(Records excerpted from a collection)

[Start of section]

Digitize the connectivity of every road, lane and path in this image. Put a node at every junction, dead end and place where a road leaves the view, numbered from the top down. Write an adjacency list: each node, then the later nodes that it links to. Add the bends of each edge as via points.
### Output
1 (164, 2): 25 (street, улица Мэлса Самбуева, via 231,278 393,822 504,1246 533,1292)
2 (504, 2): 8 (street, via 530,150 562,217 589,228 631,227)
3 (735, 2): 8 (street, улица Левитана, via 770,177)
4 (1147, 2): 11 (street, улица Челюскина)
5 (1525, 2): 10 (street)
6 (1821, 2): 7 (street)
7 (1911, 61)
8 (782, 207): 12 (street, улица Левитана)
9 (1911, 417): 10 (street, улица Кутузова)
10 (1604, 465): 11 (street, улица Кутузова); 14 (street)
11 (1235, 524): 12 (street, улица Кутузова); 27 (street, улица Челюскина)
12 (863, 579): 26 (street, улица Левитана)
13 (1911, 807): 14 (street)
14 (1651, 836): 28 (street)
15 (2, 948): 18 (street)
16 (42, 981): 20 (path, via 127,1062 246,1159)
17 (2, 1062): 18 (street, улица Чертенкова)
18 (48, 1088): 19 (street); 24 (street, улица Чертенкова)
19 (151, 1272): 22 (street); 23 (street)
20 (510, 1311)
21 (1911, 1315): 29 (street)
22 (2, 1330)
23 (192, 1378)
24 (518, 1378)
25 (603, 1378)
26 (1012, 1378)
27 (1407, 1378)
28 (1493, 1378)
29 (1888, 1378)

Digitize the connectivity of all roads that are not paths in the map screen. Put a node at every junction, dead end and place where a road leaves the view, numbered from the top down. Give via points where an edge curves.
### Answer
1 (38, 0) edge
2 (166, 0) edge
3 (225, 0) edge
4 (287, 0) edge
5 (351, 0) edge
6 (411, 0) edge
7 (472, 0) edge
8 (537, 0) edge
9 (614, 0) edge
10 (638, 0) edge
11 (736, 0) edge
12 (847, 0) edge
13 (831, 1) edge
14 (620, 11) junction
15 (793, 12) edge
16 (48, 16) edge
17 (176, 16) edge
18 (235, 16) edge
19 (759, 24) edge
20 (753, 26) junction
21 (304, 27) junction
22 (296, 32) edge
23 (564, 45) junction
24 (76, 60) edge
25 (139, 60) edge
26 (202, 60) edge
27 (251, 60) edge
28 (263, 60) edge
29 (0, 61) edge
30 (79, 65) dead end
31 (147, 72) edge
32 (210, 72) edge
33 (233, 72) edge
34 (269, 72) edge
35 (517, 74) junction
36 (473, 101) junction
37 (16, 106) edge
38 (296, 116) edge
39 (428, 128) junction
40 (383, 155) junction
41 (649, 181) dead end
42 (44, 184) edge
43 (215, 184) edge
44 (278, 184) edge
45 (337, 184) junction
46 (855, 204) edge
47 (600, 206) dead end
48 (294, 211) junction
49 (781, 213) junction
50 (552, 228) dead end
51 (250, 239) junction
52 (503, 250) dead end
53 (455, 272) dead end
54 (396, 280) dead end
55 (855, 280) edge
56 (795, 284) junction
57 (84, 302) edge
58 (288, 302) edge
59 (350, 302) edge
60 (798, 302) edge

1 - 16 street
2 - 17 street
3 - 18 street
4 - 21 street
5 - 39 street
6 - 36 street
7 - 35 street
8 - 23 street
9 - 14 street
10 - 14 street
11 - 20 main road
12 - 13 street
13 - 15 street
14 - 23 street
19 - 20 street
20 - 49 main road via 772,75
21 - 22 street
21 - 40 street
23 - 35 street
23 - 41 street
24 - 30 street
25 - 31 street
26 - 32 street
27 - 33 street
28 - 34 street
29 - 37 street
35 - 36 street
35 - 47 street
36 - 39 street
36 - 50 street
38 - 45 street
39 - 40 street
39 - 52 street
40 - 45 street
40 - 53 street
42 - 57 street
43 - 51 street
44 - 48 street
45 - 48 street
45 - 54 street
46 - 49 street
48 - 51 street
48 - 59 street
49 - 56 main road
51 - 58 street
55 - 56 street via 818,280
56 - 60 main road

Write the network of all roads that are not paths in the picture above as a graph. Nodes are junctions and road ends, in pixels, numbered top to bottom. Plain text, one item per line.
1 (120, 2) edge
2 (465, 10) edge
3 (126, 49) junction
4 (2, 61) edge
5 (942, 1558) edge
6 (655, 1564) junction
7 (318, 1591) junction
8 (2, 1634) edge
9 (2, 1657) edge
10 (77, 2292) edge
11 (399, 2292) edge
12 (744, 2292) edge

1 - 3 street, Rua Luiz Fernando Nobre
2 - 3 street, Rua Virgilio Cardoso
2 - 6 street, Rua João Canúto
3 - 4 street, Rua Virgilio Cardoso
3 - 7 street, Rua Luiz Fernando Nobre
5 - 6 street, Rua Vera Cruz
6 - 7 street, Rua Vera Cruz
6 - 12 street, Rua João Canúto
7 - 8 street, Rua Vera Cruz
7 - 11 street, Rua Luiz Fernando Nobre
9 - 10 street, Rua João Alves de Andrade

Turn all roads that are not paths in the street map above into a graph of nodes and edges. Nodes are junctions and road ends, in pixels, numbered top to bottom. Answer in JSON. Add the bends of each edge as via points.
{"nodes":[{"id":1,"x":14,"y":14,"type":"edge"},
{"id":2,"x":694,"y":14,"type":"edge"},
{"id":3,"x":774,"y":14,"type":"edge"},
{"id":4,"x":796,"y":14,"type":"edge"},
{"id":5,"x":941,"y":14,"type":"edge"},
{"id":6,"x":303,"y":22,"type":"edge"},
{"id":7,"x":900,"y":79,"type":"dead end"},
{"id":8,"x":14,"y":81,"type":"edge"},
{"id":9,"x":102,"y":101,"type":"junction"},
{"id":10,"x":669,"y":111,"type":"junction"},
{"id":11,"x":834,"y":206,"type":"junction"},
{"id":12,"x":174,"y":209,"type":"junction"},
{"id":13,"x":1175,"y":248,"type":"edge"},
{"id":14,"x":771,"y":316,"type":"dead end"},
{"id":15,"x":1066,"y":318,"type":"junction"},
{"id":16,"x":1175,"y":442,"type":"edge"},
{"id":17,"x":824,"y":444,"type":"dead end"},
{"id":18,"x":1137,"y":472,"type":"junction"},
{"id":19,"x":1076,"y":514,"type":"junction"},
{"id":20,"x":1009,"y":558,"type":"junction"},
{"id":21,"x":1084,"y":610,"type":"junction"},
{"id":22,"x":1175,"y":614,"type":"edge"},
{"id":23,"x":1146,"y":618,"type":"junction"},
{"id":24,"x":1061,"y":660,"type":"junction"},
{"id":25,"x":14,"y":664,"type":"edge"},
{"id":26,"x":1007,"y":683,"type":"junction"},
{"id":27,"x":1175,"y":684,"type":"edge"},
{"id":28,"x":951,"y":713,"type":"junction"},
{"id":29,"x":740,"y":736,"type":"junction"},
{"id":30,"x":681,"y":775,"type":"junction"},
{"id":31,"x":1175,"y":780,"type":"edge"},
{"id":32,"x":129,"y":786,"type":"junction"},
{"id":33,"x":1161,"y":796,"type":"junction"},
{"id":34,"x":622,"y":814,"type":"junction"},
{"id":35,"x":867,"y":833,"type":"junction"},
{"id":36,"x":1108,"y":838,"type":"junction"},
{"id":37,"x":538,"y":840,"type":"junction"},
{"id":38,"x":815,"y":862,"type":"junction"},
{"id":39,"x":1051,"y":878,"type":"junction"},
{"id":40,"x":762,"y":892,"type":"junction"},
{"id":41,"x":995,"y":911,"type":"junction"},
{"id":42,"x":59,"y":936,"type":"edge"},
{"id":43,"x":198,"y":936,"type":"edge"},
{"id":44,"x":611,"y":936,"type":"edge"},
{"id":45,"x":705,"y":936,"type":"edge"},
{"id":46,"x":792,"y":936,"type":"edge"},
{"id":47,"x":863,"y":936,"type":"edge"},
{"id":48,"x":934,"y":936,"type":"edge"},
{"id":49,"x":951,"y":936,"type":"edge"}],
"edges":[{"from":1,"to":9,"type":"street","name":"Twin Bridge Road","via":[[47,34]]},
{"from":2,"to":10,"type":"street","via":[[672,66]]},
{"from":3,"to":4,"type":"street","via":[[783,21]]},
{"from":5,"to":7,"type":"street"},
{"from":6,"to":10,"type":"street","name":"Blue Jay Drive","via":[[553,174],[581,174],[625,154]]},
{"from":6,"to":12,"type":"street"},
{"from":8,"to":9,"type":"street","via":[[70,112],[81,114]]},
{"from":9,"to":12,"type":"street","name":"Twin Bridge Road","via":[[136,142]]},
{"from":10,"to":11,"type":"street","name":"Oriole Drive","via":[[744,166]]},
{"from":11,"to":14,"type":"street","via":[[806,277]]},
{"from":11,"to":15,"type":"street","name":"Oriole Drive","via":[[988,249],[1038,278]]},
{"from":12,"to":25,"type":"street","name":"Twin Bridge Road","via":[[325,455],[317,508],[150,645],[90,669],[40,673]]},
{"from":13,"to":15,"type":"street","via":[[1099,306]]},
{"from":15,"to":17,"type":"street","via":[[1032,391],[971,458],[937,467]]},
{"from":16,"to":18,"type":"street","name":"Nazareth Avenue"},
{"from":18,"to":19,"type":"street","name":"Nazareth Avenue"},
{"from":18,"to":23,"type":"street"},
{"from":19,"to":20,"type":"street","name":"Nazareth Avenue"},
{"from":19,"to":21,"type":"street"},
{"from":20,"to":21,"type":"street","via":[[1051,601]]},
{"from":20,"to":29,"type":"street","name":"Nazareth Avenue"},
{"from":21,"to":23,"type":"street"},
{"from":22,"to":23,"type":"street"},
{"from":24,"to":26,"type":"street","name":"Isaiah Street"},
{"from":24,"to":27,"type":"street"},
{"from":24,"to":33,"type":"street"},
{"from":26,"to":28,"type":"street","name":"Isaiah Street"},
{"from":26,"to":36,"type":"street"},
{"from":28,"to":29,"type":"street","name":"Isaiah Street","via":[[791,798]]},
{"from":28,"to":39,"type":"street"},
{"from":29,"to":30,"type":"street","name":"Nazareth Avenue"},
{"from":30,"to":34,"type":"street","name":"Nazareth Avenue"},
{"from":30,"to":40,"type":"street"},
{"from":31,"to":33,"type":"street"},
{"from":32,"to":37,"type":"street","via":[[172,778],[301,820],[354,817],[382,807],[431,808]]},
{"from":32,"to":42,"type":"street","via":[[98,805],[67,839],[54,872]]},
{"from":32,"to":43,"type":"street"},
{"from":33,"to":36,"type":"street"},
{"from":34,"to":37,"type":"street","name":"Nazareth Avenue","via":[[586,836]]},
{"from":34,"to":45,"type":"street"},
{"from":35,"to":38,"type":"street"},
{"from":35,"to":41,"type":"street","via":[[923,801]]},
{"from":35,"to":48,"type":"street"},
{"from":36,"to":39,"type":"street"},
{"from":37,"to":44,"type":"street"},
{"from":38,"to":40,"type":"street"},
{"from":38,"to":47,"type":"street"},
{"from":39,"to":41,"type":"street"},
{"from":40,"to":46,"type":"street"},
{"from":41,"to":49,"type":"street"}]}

[End of section]

Requirement
Wherever the string "Canúto" appears in the records above, copy the line it sits in.

The completed task
2 - 6 street, Rua João Canúto
6 - 12 street, Rua João Canúto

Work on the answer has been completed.